### Task brief
After reading the lines below, count those that contain "Town" and give the count alone.

[Collected data]
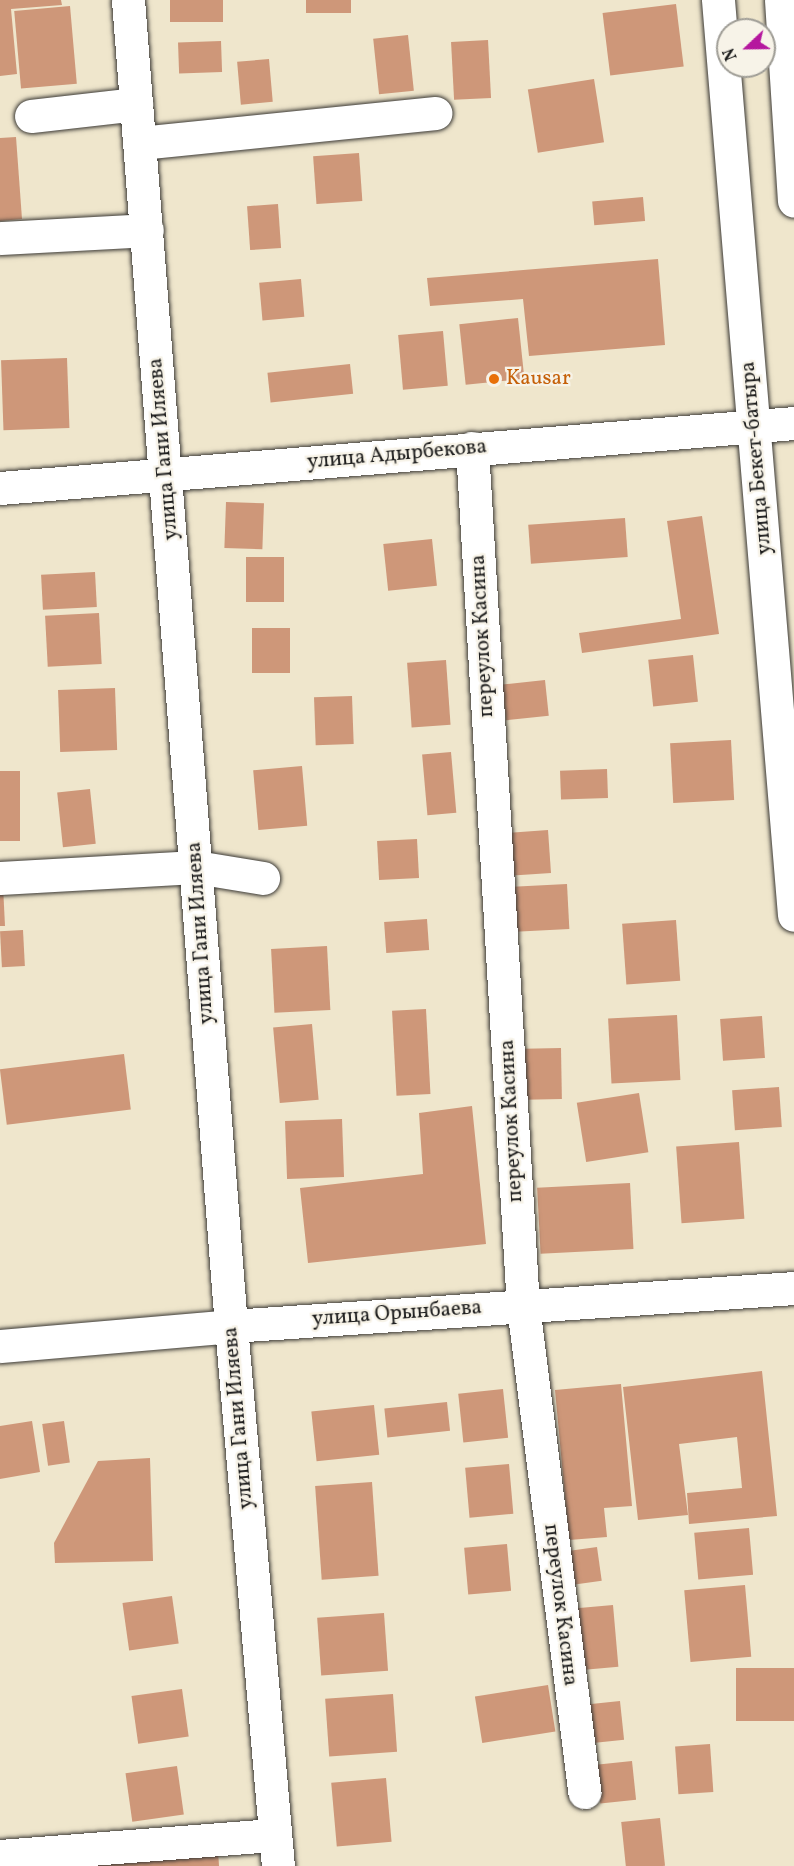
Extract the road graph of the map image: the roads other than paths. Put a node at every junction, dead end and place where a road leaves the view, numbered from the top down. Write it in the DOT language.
graph roads {
  1 [pos="128,0"];
  2 [pos="718,0"];
  3 [pos="781,0"];
  4 [pos="136,104"];
  5 [pos="435,113"];
  6 [pos="31,116"];
  7 [pos="140,143"];
  8 [pos="794,201"];
  9 [pos="147,230"];
  10 [pos="0,238"];
  11 [pos="794,423"];
  12 [pos="754,426"];
  13 [pos="472,448"];
  14 [pos="167,476"];
  15 [pos="0,488"];
  16 [pos="196,867"];
  17 [pos="0,878"];
  18 [pos="263,878"];
  19 [pos="794,915"];
  20 [pos="794,1288"];
  21 [pos="524,1306"];
  22 [pos="231,1326"];
  23 [pos="0,1346"];
  24 [pos="584,1792"];
  25 [pos="277,1851"];
  26 [pos="0,1856"];
  1 -- 4 [label="street, улица Гани Иляева"];
  2 -- 12 [label="street, улица Бекет-батыра"];
  3 -- 8 [label="street"];
  4 -- 6 [label="street"];
  4 -- 7 [label="street, улица Гани Иляева"];
  5 -- 7 [label="street"];
  7 -- 9 [label="street, улица Гани Иляева"];
  9 -- 10 [label="street"];
  9 -- 14 [label="street, улица Гани Иляева"];
  11 -- 12 [label="street, улица Адырбекова"];
  12 -- 13 [label="street, улица Адырбекова"];
  12 -- 19 [label="street, улица Бекет-батыра"];
  13 -- 14 [label="street, улица Адырбекова"];
  13 -- 21 [label="street, переулок Касина"];
  14 -- 15 [label="street, улица Адырбекова"];
  14 -- 16 [label="street, улица Гани Иляева"];
  16 -- 17 [label="street"];
  16 -- 18 [label="street"];
  16 -- 22 [label="street, улица Гани Иляева"];
  20 -- 21 [label="street, улица Орынбаева"];
  21 -- 22 [label="street, улица Орынбаева"];
  21 -- 24 [label="street, переулок Касина"];
  22 -- 23 [label="street, улица Орынбаева"];
  22 -- 25 [label="street, улица Гани Иляева"];
  25 -- 26 [label="street"];
}
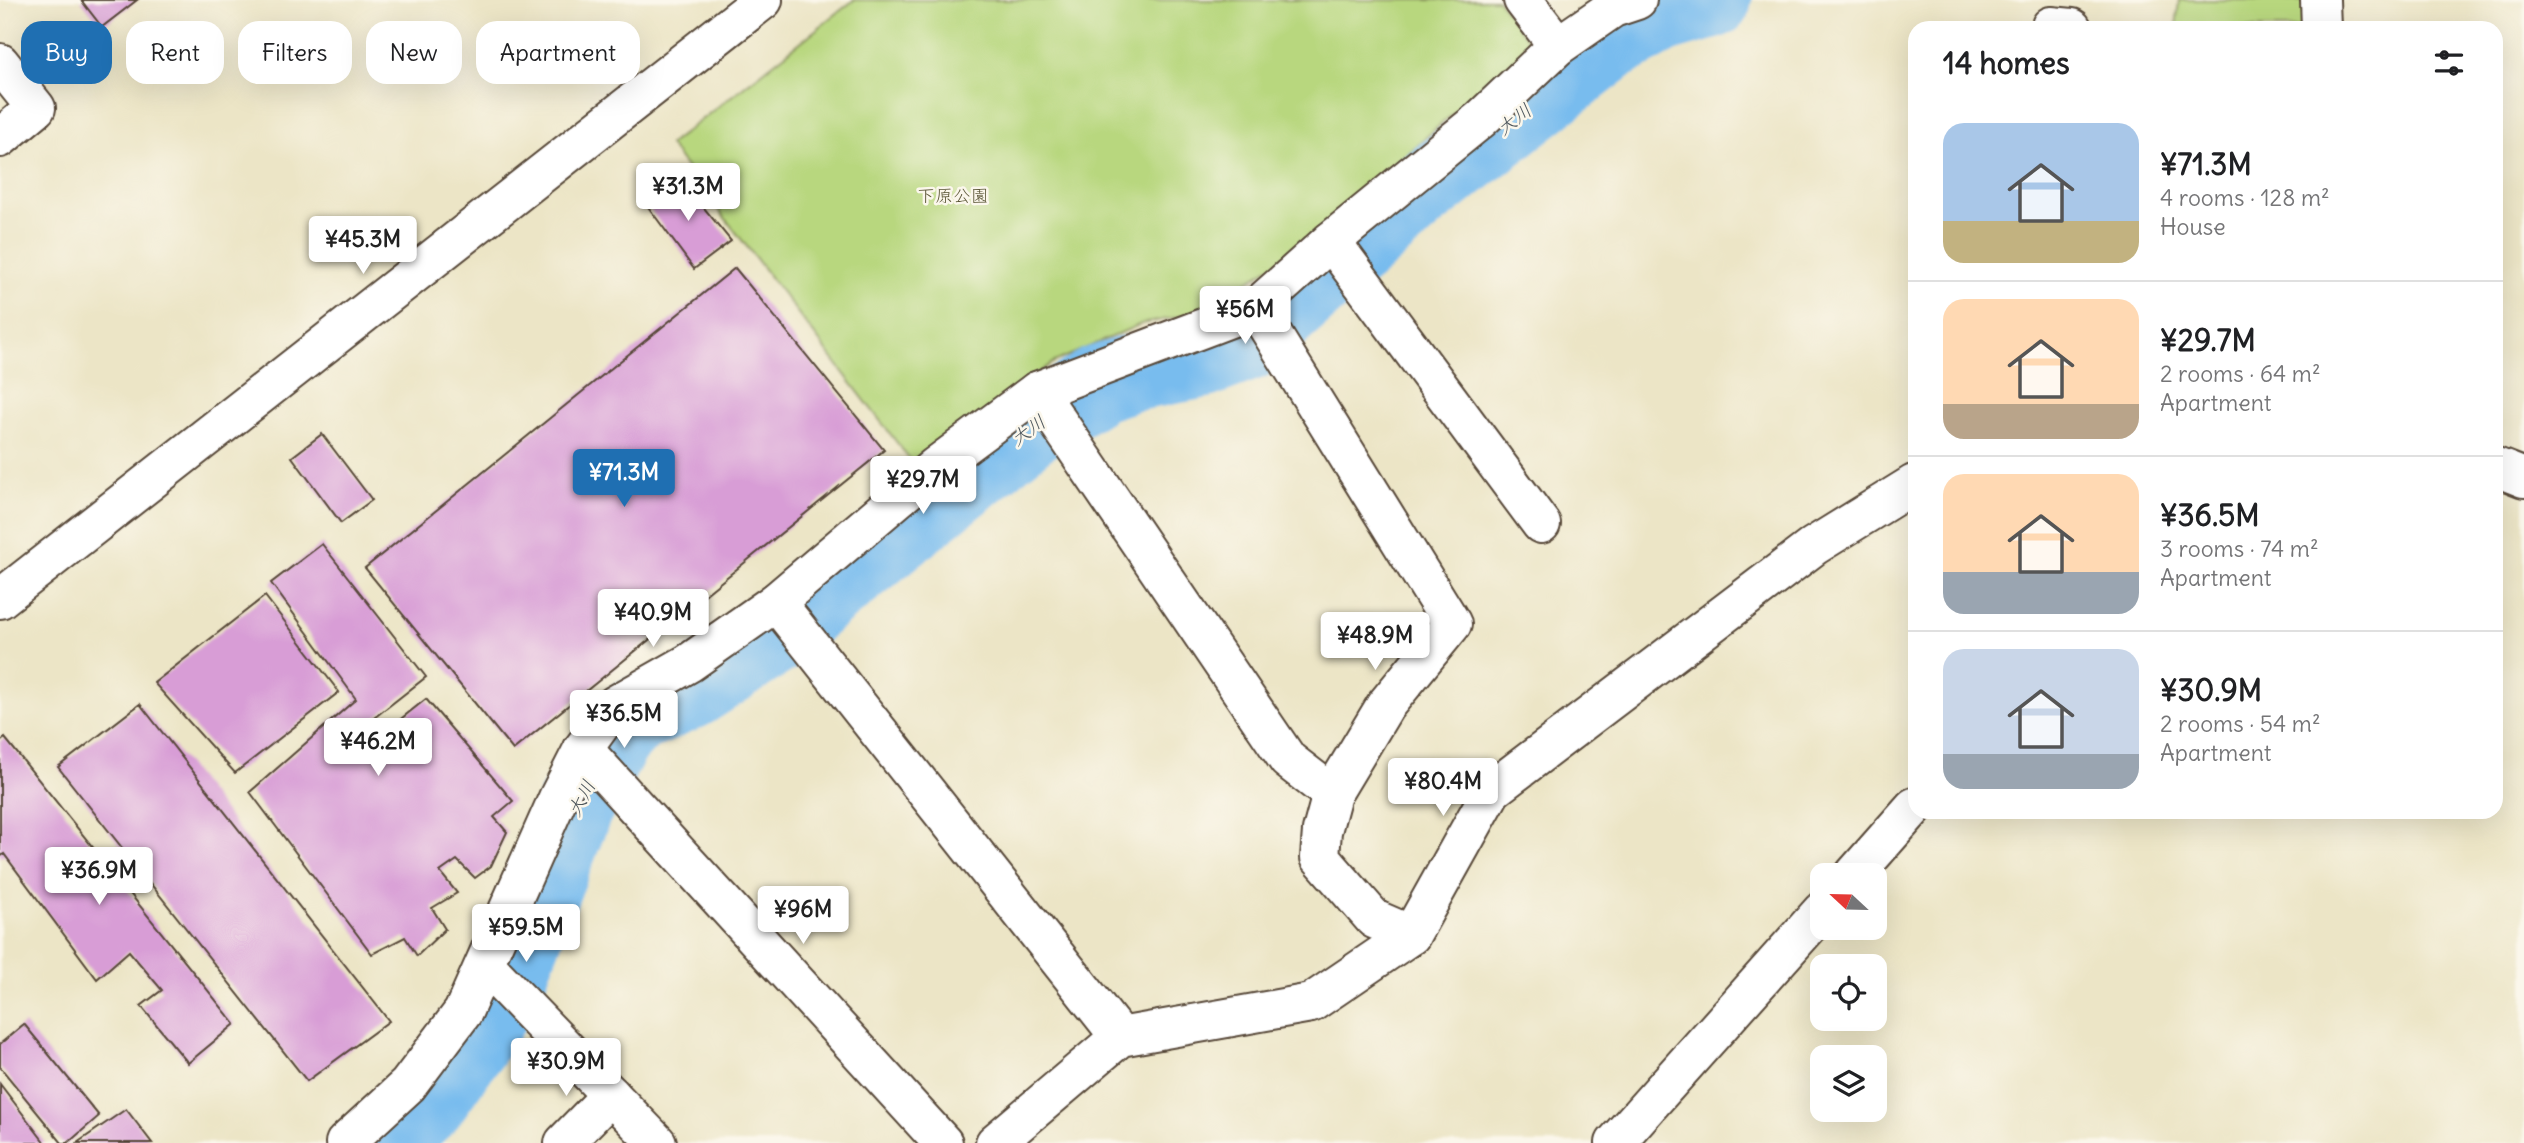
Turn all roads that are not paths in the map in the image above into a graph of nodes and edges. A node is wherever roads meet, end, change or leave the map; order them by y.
1 (762, 0) edge
2 (1523, 0) edge
3 (1637, 0) edge
4 (2320, 0) edge
5 (2321, 21) edge
6 (1559, 46) junction
7 (0, 63) edge
8 (0, 138) edge
9 (1331, 241) junction
10 (1257, 309) junction
11 (1038, 392) junction
12 (2503, 470) edge
13 (2524, 478) edge
14 (1908, 488) edge
15 (1541, 524) dead end
16 (0, 600) edge
17 (778, 603) junction
18 (584, 750) junction
19 (1332, 794) junction
20 (1908, 814) edge
21 (1865, 863) edge
22 (1810, 924) edge
23 (1412, 935) junction
24 (485, 965) junction
25 (1120, 1037) junction
26 (611, 1095) junction
27 (345, 1143) edge
28 (564, 1143) edge
29 (657, 1143) edge
30 (943, 1143) edge
31 (995, 1143) edge
32 (1615, 1143) edge

1 - 16 street
2 - 6 street
3 - 6 street
4 - 5 street
6 - 9 street
7 - 8 street
9 - 10 street
9 - 15 street
10 - 11 street
10 - 19 street
11 - 17 street
11 - 19 street
12 - 13 street
14 - 23 street
17 - 18 street
17 - 25 street
18 - 24 street
18 - 30 street
19 - 23 street
20 - 21 street
22 - 32 street
23 - 25 street
24 - 26 street
24 - 27 street
25 - 31 street
26 - 28 street
26 - 29 street

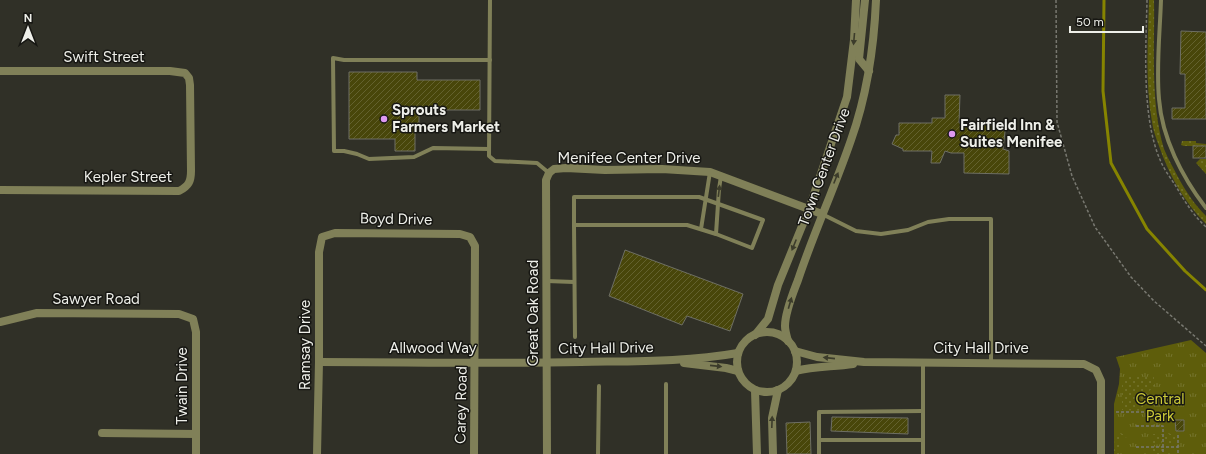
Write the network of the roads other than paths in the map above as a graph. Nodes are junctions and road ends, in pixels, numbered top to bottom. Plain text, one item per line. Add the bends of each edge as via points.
1 (490, 0) edge
2 (856, 0) edge
3 (865, 0) edge
4 (876, 0) edge
5 (1161, 0) edge
6 (490, 60) junction
7 (869, 70) junction
8 (0, 71) edge
9 (185, 73) joint
10 (489, 149) junction
11 (710, 172) junction
12 (549, 173) junction
13 (721, 176) junction
14 (0, 190) edge
15 (705, 200) junction
16 (718, 204) junction
17 (1206, 208) edge
18 (809, 209) junction
19 (822, 214) junction
20 (574, 225) junction
21 (701, 229) junction
22 (716, 234) junction
23 (322, 237) joint
24 (470, 237) joint
25 (547, 281) junction
26 (574, 282) junction
27 (193, 319) joint
28 (0, 322) edge
29 (755, 335) junction
30 (575, 337) dead end
31 (788, 341) junction
32 (795, 351) junction
33 (738, 353) junction
34 (665, 361) junction
35 (319, 362) junction
36 (864, 362) junction
37 (923, 362) junction
38 (991, 362) junction
39 (475, 363) junction
40 (547, 363) junction
41 (738, 371) junction
42 (796, 371) junction
43 (666, 384) dead end
44 (599, 386) dead end
45 (755, 390) junction
46 (778, 390) junction
47 (923, 411) junction
48 (102, 433) dead end
49 (196, 434) junction
50 (819, 440) junction
51 (923, 440) junction
52 (196, 454) edge
53 (317, 454) edge
54 (474, 454) edge
55 (547, 454) edge
56 (598, 454) edge
57 (666, 454) edge
58 (757, 454) edge
59 (773, 454) edge
60 (820, 454) edge
61 (923, 454) edge
62 (1101, 454) edge

1 - 6 lane
2 -> 18 street, Town Center Drive via 847,97
3 - 7 street via 859,59
4 - 7 street, Town Center Drive
5 - 17 lane via 1159,99 1164,127 1181,167
6 - 10 lane
6 - 10 lane via 333,58 334,151 358,154 368,159 414,157 432,148
19 -> 7 street, Town Center Drive via 851,140 863,102
8 - 9 street, Swift Street
9 - 14 street, Kepler Street via 190,84 191,180 187,186 179,191 168,192
10 - 12 lane via 489,156 495,161 537,163
11 - 12 street, Menifee Center Drive via 566,168 554,169
11 - 13 street, Menifee Center Drive
11 - 15 lane
12 - 25 street, Great Oak Road via 546,180
16 -> 13 lane
13 - 18 street, Menifee Center Drive
15 - 16 lane
15 - 20 lane via 699,197 574,196
15 - 21 lane
16 - 22 lane
16 - 22 lane via 762,220 752,248
18 - 19 street, Menifee Center Drive
18 -> 29 street, Town Center Drive via 778,285 768,319
31 -> 19 street, Town Center Drive via 785,326 789,305
19 - 38 lane via 856,231 881,234 949,219 991,219
20 - 21 lane via 687,225
20 - 26 lane
21 - 22 lane
23 - 24 street, Boyd Drive via 335,233 460,234
23 - 35 street, Ramsay Drive via 319,252
24 - 39 street, Carey Road via 475,246
25 - 26 lane
25 - 40 street, Great Oak Road
26 - 30 lane
27 - 28 street, Sawyer Road via 179,314 37,313
27 - 49 street, Twain Drive via 196,332
29 - 31 street via 773,333
29 - 33 street, Town Center Drive via 746,340
31 - 32 street, Town Center Drive
36 -> 32 street, City Hall Drive via 817,357
32 - 42 street
33 - 34 street, City Hall Drive
33 - 41 street
34 - 40 street, City Hall Drive
34 -> 41 street, City Hall Drive
35 - 39 street, Allwood Way
35 - 53 street, Ramsay Drive
36 - 37 street, City Hall Drive
36 - 42 street, City Hall Drive
37 - 38 street, City Hall Drive
37 - 47 lane
38 - 62 street, City Hall Drive via 1078,363 1096,370 1101,381
39 - 40 street, Allwood Way
39 - 54 street, Carey Road
40 - 55 street, Great Oak Road
41 - 45 street via 744,383
42 - 46 street via 789,383
43 - 57 lane
44 - 56 lane
45 - 46 street
45 - 58 street
59 -> 46 street via 772,418
47 - 50 lane via 819,412
47 - 51 lane
48 - 49 street
49 - 52 street, Twain Drive
50 - 51 lane
50 - 60 lane
51 - 61 lane

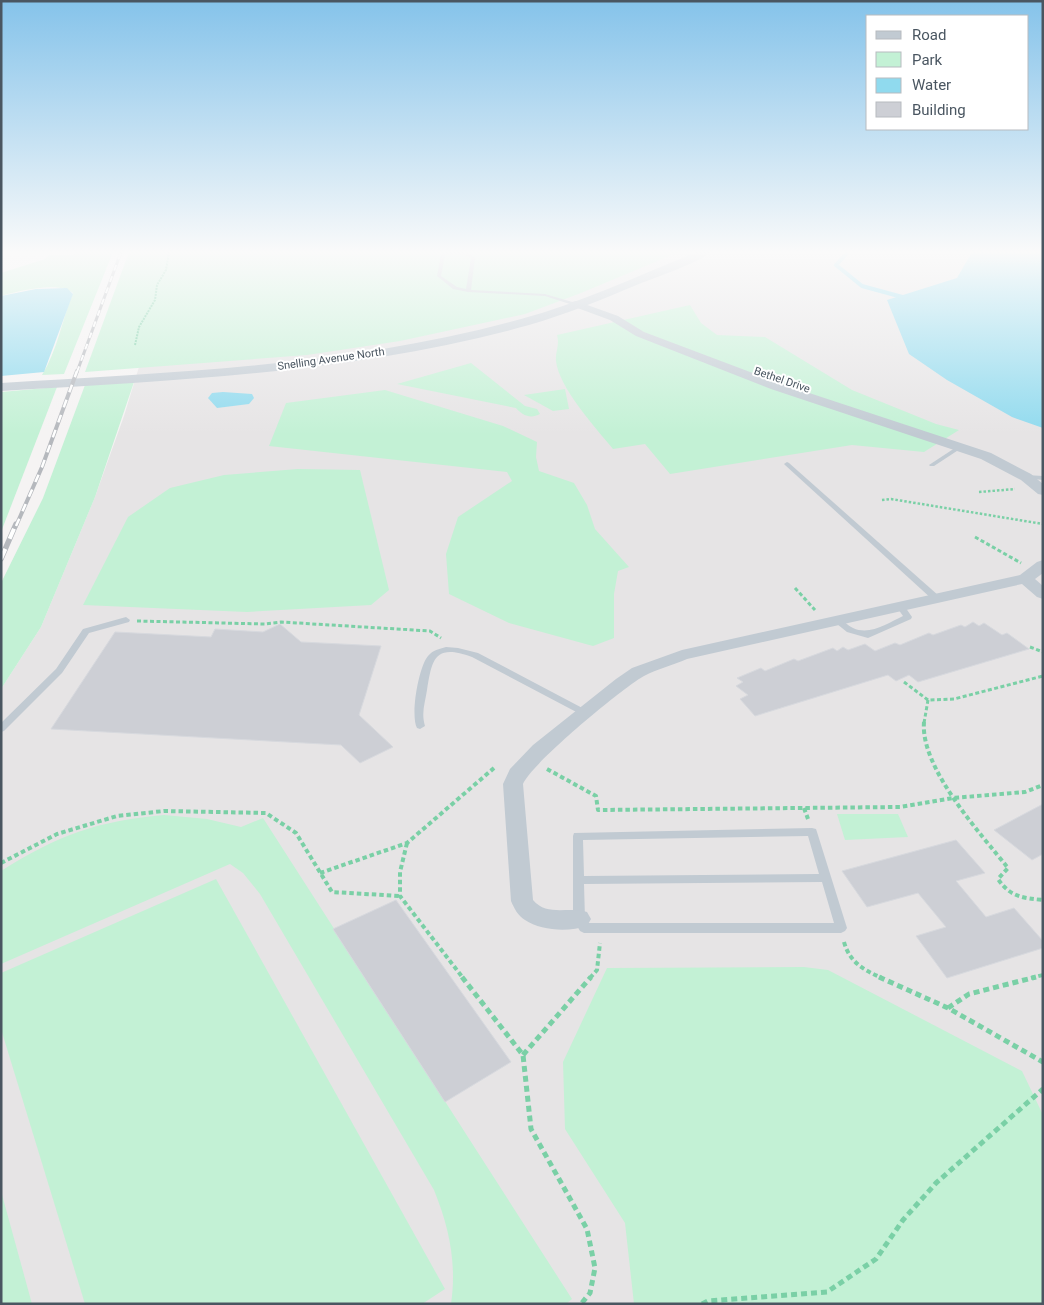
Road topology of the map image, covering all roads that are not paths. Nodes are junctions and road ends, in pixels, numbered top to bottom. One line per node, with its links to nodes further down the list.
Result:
1 (555, 313): 3 (street, Snelling Avenue North)
2 (600, 313): 4 (street, Bethel Drive)
3 (1, 387)
4 (961, 446): 6 (lane); 7 (street, Bethel Drive)
5 (787, 464): 13 (lane)
6 (932, 465)
7 (1026, 476): 8 (lane); 9 (street, Bethel Drive)
8 (1043, 478)
9 (1043, 491)
10 (1043, 565): 11 (street)
11 (1024, 572): 12 (street); 13 (street)
12 (1043, 594)
13 (936, 598): 15 (street)
14 (126, 620): 17 (lane)
15 (585, 713): 16 (lane); 20 (street)
16 (420, 726)
17 (1, 729)
18 (826, 878): 19 (lane); 19 (lane); 20 (lane)
19 (579, 880): 20 (lane)
20 (579, 919)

### Response below
7